Une sélection qui se mérite
L'accès à l'école de recrues pour sportifs d'élite n'est pas automatique. Chaque fédération sportive dispose de critères précis : en plongeon, nous pouvons avoir deux athlètes. Ma très bonne saison 2023 m'a donné un avantage dans ce processus. La fédération fait ensuite la demande à l'armée et à Swiss Olympic, et après toutes les procédures, on reçoit la réponse. J'ai eu la chance d'être sélectionné.
Comme tous les Suisses, j'ai d'abord dû passer par le recrutement classique. Mais sur place, le programme est bien différent d'une école de recrues traditionnelle.
Trois semaines de vie militaire, puis le sport
Le programme commence par trois semaines d'école de recrues classique : école de section, découverte de l'armée, une nuit dehors, une marche. Un avant-goût de la vie militaire. Suivent trois semaines dirigées sur notre future carrière, où l'on apprend à gérer nos réseaux sociaux, à faire des posts sur Instagram, à s'auto-gérer.
Le reste des 18 semaines est entièrement consacré à l'entraînement, soit à la base militaire de Macolin, soit à domicile si c'est plus avantageux. « C'est vraiment axé sur la performance et je pense que c'est le moyen que l'armée a trouvé en Suisse pour soutenir au mieux les athlètes. »
Une nuit dehors, des amitiés pour la vie
Mon souvenir le plus mémorable en tenue militaire ? La marche, sans hésiter. « C'est un peu la fois où on a le plus vécu l'armée. On était vraiment tous ensemble, on rigolait, on a dormi dehors. » Une expérience que je n'aurais jamais faite de moi-même — je suis un mec de la ville, pas un grand campeur.

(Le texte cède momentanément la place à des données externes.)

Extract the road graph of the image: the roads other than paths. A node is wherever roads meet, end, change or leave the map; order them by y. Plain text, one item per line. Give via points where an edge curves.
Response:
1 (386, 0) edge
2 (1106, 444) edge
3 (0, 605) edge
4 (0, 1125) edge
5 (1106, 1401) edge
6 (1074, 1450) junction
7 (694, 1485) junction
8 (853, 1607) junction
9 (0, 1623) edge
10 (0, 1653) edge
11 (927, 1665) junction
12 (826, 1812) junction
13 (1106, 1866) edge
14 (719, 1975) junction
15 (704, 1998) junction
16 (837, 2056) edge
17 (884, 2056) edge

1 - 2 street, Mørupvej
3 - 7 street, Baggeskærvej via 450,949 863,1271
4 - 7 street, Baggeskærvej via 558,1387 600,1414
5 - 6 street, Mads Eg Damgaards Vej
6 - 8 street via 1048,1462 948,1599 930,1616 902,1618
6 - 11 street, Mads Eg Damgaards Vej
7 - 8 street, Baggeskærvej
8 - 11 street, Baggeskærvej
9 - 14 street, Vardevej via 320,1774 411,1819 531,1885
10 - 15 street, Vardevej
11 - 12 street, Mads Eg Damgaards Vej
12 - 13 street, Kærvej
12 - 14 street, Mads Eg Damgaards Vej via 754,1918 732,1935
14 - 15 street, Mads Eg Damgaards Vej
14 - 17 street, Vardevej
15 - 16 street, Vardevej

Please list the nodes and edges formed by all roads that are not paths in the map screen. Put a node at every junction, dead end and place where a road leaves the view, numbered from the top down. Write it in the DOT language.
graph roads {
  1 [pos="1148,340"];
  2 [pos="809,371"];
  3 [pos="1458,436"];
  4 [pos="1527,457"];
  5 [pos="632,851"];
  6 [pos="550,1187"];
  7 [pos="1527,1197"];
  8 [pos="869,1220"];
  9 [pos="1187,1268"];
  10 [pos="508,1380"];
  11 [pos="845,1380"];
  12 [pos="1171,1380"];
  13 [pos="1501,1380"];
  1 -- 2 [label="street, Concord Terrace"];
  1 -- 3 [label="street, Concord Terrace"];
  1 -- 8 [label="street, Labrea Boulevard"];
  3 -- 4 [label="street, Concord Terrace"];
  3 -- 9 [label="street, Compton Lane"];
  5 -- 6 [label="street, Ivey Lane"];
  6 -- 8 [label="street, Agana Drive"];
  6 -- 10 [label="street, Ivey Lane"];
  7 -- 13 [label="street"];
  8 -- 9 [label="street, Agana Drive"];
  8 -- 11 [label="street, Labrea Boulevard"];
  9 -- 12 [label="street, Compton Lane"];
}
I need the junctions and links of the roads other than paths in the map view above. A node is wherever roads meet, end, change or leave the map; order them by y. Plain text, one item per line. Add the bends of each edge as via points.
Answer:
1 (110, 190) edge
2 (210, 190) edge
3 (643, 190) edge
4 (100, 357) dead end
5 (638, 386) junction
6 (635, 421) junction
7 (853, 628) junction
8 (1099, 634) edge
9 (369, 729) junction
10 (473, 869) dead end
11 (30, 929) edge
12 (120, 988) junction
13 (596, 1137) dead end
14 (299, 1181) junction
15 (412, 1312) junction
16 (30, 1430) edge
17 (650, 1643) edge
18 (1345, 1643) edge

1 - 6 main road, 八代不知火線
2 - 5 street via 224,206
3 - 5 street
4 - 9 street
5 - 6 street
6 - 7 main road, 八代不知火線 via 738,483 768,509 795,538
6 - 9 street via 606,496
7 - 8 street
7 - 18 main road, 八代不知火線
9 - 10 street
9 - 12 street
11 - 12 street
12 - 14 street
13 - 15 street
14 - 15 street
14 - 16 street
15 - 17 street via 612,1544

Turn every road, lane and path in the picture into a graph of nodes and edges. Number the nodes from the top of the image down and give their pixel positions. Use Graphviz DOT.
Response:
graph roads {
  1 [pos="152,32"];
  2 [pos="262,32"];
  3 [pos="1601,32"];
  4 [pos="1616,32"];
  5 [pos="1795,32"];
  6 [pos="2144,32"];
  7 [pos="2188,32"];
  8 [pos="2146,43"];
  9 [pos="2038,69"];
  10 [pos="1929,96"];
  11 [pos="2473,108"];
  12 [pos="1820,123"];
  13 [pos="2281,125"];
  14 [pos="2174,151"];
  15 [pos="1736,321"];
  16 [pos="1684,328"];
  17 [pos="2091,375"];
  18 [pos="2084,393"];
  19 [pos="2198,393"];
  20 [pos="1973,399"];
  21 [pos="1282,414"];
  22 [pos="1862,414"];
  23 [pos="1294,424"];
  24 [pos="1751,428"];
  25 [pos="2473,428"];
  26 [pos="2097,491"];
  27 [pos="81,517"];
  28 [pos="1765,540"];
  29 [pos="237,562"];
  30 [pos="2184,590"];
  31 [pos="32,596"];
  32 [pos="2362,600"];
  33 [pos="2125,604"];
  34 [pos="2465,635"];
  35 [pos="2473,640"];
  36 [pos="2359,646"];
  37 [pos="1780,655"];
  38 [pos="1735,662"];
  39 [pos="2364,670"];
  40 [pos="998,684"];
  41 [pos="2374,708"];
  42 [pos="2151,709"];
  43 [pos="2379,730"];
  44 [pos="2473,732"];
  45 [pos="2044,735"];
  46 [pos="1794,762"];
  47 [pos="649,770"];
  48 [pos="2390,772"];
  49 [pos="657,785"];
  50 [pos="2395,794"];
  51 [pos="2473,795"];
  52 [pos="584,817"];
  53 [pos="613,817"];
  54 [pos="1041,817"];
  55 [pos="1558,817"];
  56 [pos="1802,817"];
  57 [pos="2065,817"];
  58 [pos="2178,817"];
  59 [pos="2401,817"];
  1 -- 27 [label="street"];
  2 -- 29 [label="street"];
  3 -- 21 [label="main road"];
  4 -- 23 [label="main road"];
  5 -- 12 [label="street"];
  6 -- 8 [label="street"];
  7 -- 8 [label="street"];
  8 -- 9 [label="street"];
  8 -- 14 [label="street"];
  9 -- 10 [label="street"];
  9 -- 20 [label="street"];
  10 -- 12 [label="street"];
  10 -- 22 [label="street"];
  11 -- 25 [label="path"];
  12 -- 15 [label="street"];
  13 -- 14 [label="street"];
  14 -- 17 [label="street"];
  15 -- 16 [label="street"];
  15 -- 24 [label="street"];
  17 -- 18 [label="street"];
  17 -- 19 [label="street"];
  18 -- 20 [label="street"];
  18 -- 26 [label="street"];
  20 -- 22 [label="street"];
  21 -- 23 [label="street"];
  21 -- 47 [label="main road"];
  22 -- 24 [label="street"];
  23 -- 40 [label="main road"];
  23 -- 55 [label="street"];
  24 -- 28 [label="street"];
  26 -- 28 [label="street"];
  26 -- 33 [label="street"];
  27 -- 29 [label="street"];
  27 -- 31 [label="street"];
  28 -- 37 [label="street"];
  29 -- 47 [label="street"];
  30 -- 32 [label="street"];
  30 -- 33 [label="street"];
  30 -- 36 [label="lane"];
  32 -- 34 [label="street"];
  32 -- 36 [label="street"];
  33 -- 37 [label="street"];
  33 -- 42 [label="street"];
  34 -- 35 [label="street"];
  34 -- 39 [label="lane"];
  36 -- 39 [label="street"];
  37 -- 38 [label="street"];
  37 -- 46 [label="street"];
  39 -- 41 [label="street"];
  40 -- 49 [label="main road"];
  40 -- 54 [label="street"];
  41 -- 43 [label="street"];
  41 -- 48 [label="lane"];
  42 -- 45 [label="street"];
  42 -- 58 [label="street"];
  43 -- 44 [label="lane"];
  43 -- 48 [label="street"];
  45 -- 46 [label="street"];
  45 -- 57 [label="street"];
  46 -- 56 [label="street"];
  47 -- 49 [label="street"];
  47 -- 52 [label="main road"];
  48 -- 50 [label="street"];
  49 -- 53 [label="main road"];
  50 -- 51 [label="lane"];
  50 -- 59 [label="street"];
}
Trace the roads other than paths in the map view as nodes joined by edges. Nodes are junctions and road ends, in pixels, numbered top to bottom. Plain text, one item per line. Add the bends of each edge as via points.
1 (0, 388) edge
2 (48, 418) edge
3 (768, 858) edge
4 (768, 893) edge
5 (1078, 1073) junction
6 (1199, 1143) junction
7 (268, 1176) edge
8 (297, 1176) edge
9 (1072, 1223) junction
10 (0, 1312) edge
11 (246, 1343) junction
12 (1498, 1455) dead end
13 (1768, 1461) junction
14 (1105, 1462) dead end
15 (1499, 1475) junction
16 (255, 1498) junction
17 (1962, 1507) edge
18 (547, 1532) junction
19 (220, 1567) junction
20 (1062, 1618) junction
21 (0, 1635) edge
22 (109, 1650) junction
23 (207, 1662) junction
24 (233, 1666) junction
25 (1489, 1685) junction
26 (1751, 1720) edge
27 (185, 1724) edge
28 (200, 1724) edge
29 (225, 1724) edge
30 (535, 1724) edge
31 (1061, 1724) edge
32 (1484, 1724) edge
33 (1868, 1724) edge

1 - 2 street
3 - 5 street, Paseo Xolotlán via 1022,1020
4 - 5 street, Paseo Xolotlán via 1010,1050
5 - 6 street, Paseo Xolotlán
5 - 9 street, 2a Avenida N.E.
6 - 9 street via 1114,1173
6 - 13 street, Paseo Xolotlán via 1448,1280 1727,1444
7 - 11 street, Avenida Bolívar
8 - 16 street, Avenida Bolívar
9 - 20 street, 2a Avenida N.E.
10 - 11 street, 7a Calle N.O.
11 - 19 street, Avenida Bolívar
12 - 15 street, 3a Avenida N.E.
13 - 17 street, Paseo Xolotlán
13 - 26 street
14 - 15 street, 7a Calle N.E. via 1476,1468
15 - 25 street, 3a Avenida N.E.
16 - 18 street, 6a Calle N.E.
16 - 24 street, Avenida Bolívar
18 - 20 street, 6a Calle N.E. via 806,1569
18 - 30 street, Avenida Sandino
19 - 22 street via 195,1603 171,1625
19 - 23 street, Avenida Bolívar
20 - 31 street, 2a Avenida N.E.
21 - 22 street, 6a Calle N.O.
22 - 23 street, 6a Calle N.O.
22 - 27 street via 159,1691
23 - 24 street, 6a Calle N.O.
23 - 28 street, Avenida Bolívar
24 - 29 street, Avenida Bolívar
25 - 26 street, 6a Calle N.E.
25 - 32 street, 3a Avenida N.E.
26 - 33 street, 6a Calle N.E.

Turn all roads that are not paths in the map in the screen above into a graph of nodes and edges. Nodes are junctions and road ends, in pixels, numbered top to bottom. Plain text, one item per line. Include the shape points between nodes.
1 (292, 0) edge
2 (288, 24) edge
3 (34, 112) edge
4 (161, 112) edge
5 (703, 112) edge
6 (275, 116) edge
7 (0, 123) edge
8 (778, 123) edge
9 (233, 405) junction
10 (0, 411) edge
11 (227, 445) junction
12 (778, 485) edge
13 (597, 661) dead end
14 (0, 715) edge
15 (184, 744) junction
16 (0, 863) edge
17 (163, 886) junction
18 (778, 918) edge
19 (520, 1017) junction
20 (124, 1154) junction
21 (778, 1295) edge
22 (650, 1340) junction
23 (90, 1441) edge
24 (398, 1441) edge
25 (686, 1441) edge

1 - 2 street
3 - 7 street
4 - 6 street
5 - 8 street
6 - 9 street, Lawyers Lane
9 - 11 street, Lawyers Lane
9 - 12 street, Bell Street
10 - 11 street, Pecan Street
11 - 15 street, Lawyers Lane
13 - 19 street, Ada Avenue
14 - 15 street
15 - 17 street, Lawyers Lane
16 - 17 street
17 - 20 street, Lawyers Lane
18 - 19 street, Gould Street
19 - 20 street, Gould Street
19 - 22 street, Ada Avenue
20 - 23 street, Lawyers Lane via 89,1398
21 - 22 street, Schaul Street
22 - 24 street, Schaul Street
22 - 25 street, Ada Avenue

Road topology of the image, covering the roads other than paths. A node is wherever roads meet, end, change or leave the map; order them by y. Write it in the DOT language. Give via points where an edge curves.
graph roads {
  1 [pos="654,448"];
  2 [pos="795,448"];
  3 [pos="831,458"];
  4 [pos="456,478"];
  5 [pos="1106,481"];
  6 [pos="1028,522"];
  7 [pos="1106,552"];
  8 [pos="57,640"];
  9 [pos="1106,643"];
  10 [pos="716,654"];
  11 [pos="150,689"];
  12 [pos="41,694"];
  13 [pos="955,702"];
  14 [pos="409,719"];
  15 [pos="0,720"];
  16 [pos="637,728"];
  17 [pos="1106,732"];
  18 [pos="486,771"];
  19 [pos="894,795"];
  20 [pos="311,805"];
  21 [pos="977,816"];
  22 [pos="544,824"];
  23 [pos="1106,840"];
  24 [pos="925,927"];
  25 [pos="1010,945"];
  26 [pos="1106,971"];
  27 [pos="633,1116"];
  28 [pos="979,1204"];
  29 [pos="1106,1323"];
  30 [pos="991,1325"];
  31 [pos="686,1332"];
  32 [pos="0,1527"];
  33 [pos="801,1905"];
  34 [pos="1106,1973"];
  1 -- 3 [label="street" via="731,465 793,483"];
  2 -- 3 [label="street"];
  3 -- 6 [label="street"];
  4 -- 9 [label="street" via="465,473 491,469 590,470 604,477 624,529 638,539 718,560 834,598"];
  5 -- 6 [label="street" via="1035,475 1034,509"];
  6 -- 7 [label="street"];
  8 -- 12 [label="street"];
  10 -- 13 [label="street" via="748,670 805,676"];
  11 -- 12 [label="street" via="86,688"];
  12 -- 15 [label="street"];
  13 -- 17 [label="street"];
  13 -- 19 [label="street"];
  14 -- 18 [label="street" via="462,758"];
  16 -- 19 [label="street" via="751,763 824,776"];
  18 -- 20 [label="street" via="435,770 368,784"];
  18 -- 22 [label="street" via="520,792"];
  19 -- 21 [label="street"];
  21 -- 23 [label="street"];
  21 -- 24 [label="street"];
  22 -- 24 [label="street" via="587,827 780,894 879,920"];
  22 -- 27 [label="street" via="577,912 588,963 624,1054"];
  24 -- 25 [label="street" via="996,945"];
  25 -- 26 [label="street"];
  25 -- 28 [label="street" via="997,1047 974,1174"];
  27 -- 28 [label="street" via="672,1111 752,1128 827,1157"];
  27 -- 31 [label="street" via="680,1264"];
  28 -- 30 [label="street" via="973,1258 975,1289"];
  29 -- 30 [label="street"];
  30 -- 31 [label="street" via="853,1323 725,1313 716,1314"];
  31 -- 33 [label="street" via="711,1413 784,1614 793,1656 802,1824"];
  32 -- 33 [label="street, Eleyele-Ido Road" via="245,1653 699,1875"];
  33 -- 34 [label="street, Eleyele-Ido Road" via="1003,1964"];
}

« Je pense que c'est dans des moments un petit peu inconfortables où on lie vraiment les plus grosses amitiés. » Personne n'avait d'entraînement ce soir-là, on était tous au même endroit, au même moment, avec le temps de discuter.

Ce que l'armée m'a appris : ponctualité et rigueur
Au-delà du sport, l'école de recrues m'a apporté quelque chose d'inattendu : la discipline. Se réveiller tôt, être à l'heure, être disponible tout de suite. « La ponctualité que nous apprend l'armée, je pense que c'est quelque chose que les athlètes doivent des fois apprendre. Et moi, je n'étais pas le plus ponctuel. »
Il y a des moments où on n'a pas envie de faire les exercices militaires, mais on est obligé. Cette rigueur, même si on n'y a « que goûté », reste un vrai avantage.
Des conditions d'entraînement optimales
Contrairement à une armée classique, j'ai pu m'entraîner dès les premières semaines, sans coupure. Cela m'a permis de maintenir mon niveau même pendant les exercices et les formations.
Et surtout, à Macolin, la récupération est optimale : bains chauds, bains froids, masseurs, physios — tout est disponible. « La récupération, on en parle des fois pas assez. C'était vraiment un gros avantage. » Être « professionnel » pour la première fois, cela montre aussi qu'on aime vraiment ce milieu, qu'on est fait pour ça.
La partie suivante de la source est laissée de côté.